I have been mean to The Elder Scrolls Online, I have tried my best to not directly attack it, and now I am finally going to show it some love. A gentle, reserved kind of love, of course. The kind you might show a friend who you haven’t talked to for a while now because they betrayed you in a not altogether insignificant way. After all, I had something going with the Elder Scrolls series, and now what could be the penultimate title, at least as far as world exploration goes, wants to dress like World of Warcraft and eat at the rich kid table?
That’s messed up, but I digress.
Today, I read on PC Gamer some more information about an artifact from the ancient world of great MMOs that I thought was lost forever, but is instead coming back through ESO: public dungeons. Though there are some potential miscues (I think) on how they intend to handle it, I think Bethesda’s MMO team is still doing us all a favor by bringing them back to modern gaming.
Let me explain why public dungeons are awesome:
Imagine yourself, for a moment, knee deep in orc corpses, but half-dead and battle-fatigued. You have carved (literally, you are great with a sword and those orc corpses reflect it) out your own little corner of the Orcish Hell you decided to adventure through. Your legs ache in gratitude as you finally sit down. You think you have a moment to rest. Your breathing calms.
Slower… Slower still…
Your breathing becomes rhythmic, your health bar begins to refill: though not as fast as you had hoped. It all takes on a certain music … a rhythmic drum beat teetering between worry and calm.
And then the sound stops. The world stops. Everything stops, except for one motion: the marching of an orcish scout party.
And it is too late. And your health hasn’t fully returned. Your greatest skills are on cooldown still. This realization hits you hard in the gut as the first scout spots you still sitting in the corner.
You can’t silence him. His party rushes you, while he himself, that ugly bastard of an orc, sends out the call. You are surrounded, deep in enemy territory. Hours spent getting this far, ready to go down in flame because you weren’t good enough to not take so much damage in the first place or not quick enough to get rested before being spotted. The rotten breathe of the orcs descends upon you as the dice begin rolling and your fate is left up to chance …
But suddenly, a sword flashes behind the furthest orc. You can just make him out. A stranger. You recognize him, kind of … sort of … He may have been someone you sold something to. He might have pugged with you once. Or perhaps he was just some bloke AFKing outside the bank. Either way, he is here and he is saving you.
The fight rages until it doesn’t.
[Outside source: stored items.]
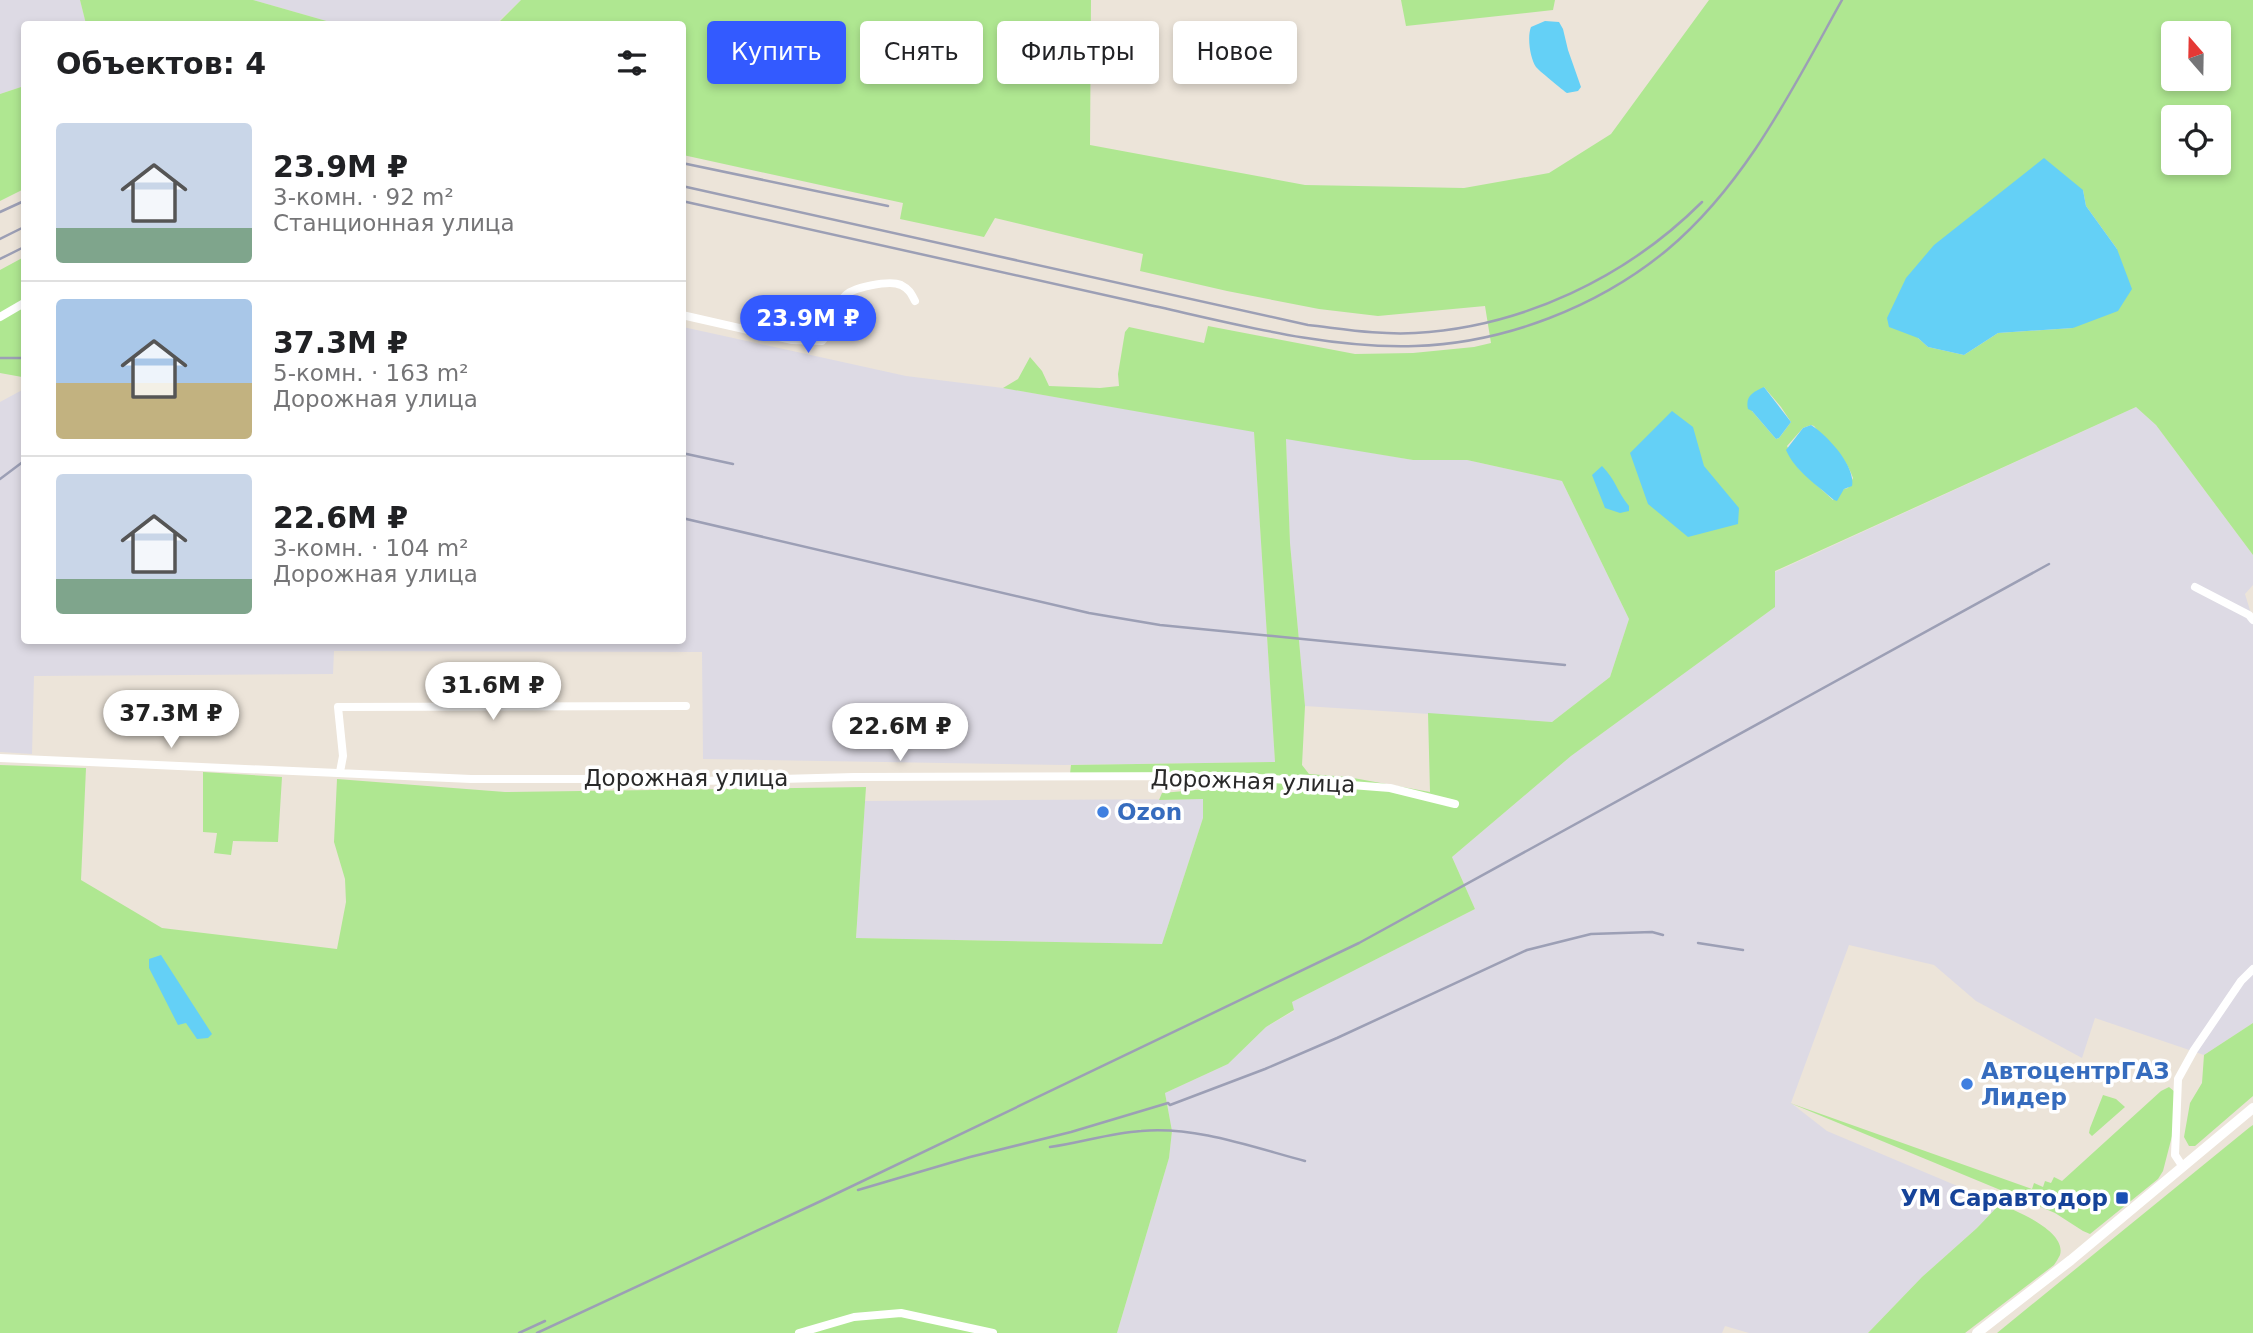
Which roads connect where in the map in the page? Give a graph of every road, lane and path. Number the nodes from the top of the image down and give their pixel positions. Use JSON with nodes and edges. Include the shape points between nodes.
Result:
{"nodes":[{"id":1,"x":915,"y":301,"type":"dead end"},
{"id":2,"x":21,"y":305,"type":"edge"},
{"id":3,"x":686,"y":316,"type":"edge"},
{"id":4,"x":0,"y":317,"type":"edge"},
{"id":5,"x":2195,"y":587,"type":"dead end"},
{"id":6,"x":2253,"y":620,"type":"edge"},
{"id":7,"x":685,"y":706,"type":"dead end"},
{"id":8,"x":0,"y":758,"type":"edge"},
{"id":9,"x":340,"y":772,"type":"junction"},
{"id":10,"x":1455,"y":804,"type":"dead end"},
{"id":11,"x":2253,"y":969,"type":"edge"},
{"id":12,"x":2253,"y":1108,"type":"edge"},
{"id":13,"x":2183,"y":1167,"type":"junction"},
{"id":14,"x":799,"y":1333,"type":"edge"},
{"id":15,"x":993,"y":1333,"type":"edge"},
{"id":16,"x":1977,"y":1333,"type":"edge"}],
"edges":[{"from":1,"to":3,"type":"street","via":[[910,290],[898,284],[848,292],[822,341],[792,340]]},
{"from":2,"to":4,"type":"street"},
{"from":5,"to":6,"type":"street"},
{"from":7,"to":9,"type":"street","via":[[338,707]]},
{"from":8,"to":9,"type":"street","name":"Дорожная улица"},
{"from":9,"to":10,"type":"street","name":"Дорожная улица","via":[[471,779],[701,781],[1233,776],[1390,788]]},
{"from":11,"to":13,"type":"street","via":[[2178,1079],[2175,1155]]},
{"from":12,"to":13,"type":"main road"},
{"from":13,"to":16,"type":"main road"},
{"from":14,"to":15,"type":"street","via":[[854,1317],[901,1313]]}]}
The swords swing until they don’t. You live until its over and hold on somehow. Your delving of the dungeon continues, but as you descend deeper and deeper still, you do it with someone else. Someone you met either by random or by fate.
You are thankful all the same to this stranger. And after the adventure ends, the dungeon has been plundered and its horrors endured, you add someone else to your Friend’s List.
If you would like to know more about the specifics of ESO’s dungeons, please read the article on PC Gamer. Oh and if you do have some interesting experiences with non-instanced dungeons, feel free to sound off. They really are a great source of emergent gameplay, and, at least for me, functioned quite often as sources for fun stories to tell and to meet new and interesting adventurers.